▸ The task: Go through the entries below and copy every line that holds the word "Reile".

▸ Records supplied:
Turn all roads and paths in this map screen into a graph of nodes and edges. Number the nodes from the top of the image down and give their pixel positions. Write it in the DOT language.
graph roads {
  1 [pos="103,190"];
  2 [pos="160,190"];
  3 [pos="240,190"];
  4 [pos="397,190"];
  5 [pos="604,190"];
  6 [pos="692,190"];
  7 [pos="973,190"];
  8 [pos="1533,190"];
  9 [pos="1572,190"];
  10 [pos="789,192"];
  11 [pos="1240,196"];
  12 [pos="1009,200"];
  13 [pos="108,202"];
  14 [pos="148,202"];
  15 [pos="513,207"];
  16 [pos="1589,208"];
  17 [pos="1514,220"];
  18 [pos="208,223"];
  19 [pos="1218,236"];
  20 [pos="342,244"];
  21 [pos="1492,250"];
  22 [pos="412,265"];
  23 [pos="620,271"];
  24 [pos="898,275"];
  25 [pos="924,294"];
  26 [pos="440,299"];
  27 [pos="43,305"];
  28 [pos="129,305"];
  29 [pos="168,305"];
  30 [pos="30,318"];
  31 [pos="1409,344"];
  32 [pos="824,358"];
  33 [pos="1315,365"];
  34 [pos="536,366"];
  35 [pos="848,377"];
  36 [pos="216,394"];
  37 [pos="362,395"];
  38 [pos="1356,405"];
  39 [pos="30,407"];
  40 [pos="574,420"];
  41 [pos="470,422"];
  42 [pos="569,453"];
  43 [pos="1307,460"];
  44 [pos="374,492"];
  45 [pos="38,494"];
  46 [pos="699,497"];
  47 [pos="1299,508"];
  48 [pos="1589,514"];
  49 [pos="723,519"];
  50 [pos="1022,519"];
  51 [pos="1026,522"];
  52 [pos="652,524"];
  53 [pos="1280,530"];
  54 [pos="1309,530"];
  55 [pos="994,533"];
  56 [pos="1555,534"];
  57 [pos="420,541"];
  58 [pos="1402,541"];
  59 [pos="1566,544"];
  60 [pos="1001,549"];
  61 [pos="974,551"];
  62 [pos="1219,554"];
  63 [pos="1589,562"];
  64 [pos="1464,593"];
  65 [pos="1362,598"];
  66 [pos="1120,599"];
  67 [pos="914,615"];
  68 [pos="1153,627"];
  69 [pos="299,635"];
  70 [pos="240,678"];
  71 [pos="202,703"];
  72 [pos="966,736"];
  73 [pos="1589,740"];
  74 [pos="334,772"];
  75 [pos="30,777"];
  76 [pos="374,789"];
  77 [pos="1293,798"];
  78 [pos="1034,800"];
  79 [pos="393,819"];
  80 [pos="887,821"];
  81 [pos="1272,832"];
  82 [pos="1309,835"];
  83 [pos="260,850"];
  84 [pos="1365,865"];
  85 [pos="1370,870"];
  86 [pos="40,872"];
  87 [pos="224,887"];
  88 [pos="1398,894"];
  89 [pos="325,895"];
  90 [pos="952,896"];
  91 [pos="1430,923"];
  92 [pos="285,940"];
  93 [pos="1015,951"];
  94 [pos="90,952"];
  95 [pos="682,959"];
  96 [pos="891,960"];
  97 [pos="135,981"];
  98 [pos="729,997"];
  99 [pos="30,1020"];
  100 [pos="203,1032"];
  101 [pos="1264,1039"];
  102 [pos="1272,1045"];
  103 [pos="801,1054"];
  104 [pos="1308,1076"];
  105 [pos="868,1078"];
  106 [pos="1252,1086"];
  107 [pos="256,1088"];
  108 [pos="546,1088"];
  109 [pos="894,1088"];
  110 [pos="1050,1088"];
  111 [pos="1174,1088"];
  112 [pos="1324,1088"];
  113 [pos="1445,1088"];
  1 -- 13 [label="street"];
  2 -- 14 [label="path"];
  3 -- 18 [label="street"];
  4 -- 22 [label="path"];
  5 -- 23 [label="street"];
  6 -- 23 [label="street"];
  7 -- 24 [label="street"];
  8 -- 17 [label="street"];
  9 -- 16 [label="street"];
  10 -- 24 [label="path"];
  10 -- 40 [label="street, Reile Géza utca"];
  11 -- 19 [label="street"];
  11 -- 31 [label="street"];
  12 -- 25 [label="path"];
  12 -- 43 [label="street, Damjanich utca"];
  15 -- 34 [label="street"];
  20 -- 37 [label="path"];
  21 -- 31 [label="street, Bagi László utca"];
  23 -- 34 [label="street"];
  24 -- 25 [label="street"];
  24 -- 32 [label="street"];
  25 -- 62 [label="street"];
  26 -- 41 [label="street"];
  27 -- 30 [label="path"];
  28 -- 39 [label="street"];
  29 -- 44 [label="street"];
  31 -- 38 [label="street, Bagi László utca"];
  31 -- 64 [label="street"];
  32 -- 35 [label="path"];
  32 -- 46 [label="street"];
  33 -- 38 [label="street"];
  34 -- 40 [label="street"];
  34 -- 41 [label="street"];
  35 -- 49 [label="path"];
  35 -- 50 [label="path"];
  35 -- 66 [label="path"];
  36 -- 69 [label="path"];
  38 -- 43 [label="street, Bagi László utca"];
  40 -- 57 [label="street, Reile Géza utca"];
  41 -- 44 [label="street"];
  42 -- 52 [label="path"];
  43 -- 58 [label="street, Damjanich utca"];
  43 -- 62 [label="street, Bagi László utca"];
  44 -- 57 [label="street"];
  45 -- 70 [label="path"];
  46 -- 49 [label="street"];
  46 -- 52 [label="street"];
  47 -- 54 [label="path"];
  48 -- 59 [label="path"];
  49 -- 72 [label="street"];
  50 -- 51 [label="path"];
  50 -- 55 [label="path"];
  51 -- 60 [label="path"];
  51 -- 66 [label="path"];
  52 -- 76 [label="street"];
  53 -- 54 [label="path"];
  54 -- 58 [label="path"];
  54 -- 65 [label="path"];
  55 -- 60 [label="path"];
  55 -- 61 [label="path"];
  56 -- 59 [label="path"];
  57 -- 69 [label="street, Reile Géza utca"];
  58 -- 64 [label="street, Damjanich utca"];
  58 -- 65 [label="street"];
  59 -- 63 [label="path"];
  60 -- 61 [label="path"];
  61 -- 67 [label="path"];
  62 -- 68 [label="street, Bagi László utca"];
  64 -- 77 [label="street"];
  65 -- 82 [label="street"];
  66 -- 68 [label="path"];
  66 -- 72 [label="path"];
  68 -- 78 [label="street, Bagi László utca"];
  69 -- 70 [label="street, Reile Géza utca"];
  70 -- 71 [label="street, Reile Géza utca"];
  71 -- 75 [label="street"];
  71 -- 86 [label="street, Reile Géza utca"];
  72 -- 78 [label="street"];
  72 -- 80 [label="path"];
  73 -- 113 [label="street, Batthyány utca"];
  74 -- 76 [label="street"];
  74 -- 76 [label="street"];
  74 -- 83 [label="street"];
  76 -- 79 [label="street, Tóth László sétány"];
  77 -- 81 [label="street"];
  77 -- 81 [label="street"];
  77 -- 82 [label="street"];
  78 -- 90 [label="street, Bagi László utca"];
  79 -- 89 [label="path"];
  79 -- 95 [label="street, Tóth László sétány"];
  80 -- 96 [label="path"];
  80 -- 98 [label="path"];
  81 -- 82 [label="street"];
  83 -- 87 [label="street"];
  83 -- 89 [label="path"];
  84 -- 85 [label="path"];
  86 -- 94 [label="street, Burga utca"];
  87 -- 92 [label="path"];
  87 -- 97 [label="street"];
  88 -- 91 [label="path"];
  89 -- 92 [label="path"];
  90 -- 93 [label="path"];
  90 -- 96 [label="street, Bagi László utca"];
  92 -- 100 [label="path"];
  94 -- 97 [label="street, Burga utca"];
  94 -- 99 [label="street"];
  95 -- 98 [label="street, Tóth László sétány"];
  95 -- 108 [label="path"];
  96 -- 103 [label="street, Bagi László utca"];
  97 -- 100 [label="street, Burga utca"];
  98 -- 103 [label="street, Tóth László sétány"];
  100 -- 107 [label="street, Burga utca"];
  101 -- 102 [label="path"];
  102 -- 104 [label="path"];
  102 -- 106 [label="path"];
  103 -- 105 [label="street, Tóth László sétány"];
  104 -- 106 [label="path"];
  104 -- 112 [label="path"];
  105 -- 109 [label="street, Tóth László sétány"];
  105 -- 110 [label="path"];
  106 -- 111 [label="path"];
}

▸ Task solution:
  10 -- 40 [label="street, Reile Géza utca"];
  40 -- 57 [label="street, Reile Géza utca"];
  57 -- 69 [label="street, Reile Géza utca"];
  69 -- 70 [label="street, Reile Géza utca"];
  70 -- 71 [label="street, Reile Géza utca"];
  71 -- 86 [label="street, Reile Géza utca"];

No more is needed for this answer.